Il 2000, la rete, la globalizzazione, l’intelligenza artificiale e i big data. Doveva essere il nostro progresso, ed invece eccoci qui, impoveriti, sfiniti, arrabbiati. Tra una pandemia globale ed una guerra dal sapore mondiale.
Dovevamo trasportare informazioni, abbiamo veicolato fake news, dovevamo diffondere la democrazia, abbiamo diminuito la partecipazione alla vita politica delle persone. Dovevamo diffondere benessere, abbiamo diminuito salari, aumentato le mansioni, eroso i diritti, aumentato gli obblighi.
Un pianeta senza distribuzione di ricchezza, che ha aumentato i privilegi del 20% del pianeta, che possiede quanto il restante 80.
Doveva essere la globalizzazione, il mercato unico, gli scambi, a renderci la vita migliore, ce l’ha distrutta. Il mondo si è trasformato in una polveriera, dove ora scarseggiano materie prime, per colpa di politiche comunitarie che hanno visto aumentare gli obblighi di produzione contingentata, inserire le quote, per mantenere forzatamente in equilibrio le economie (totalmente diverse) del continente europeo, nonché di tutto il mondo.
Salvo importare, aumentare lo spreco, il trasporto da una parte all’altra del globo. Ed il latte che avevamo, lo dovevamo buttare. Ed i campi coltivati per cereali, farine, mais, lasciati lì a marcire. Per averli dall’Ucraina, dal Brasile, da qualunque Paese lontano, purché ci fossero di mezzo lobby, trattati internazionali, potentati e lucro basato su economie intensive, impattanti, devastanti. Dove diminuiva la qualità, seppelliti i diritti della manodopera, aumentato il contributo della chimica, triplicati i fatturati, in nome di un presunto risparmio che si è ritorto contro, in termini di salute, economia, ecologia.

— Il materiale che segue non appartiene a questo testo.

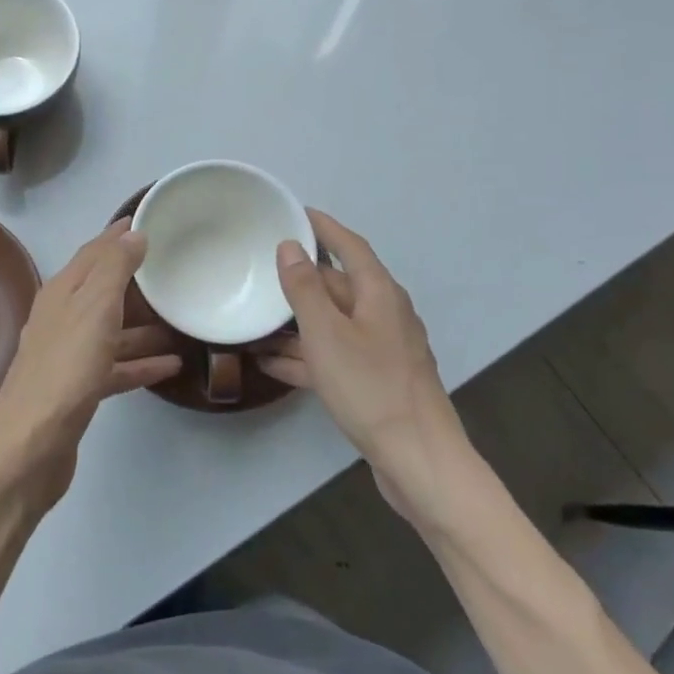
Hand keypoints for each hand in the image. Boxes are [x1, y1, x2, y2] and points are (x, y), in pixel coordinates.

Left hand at [0, 220, 182, 504]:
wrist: (31, 446)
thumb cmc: (66, 369)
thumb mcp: (94, 309)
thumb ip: (114, 269)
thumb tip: (132, 233)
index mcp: (61, 293)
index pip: (92, 252)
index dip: (117, 235)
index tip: (146, 219)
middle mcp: (61, 319)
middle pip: (102, 290)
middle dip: (134, 278)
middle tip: (172, 268)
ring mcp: (67, 356)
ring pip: (110, 329)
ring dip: (142, 324)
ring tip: (180, 320)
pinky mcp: (77, 390)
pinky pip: (114, 367)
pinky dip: (139, 363)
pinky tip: (170, 367)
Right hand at [256, 210, 475, 521]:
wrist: (418, 461)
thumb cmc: (371, 388)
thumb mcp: (327, 334)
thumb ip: (305, 289)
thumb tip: (290, 246)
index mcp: (379, 294)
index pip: (349, 246)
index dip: (323, 226)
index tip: (295, 211)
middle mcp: (383, 315)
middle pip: (338, 285)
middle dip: (301, 278)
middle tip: (260, 267)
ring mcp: (380, 350)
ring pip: (331, 324)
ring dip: (296, 322)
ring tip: (254, 318)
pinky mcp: (374, 381)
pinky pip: (333, 356)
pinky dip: (304, 355)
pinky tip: (269, 363)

Abbiamo deriso chi si opponeva alla globalizzazione. Abbiamo schernito chi teorizzava la decrescita felice. Oggi siamo costretti a tornare a guardare in casa, a produrre le materie prime necessarie, e a considerare nuovi modelli di economica più sostenibili ed efficaci.
Doveva essere l’era del digitale, del tailor made, del benessere diffuso. E siamo qui, tra le polveri di una guerra e l’areosol di un virus.
Doveva essere progresso, è stato un fallimento.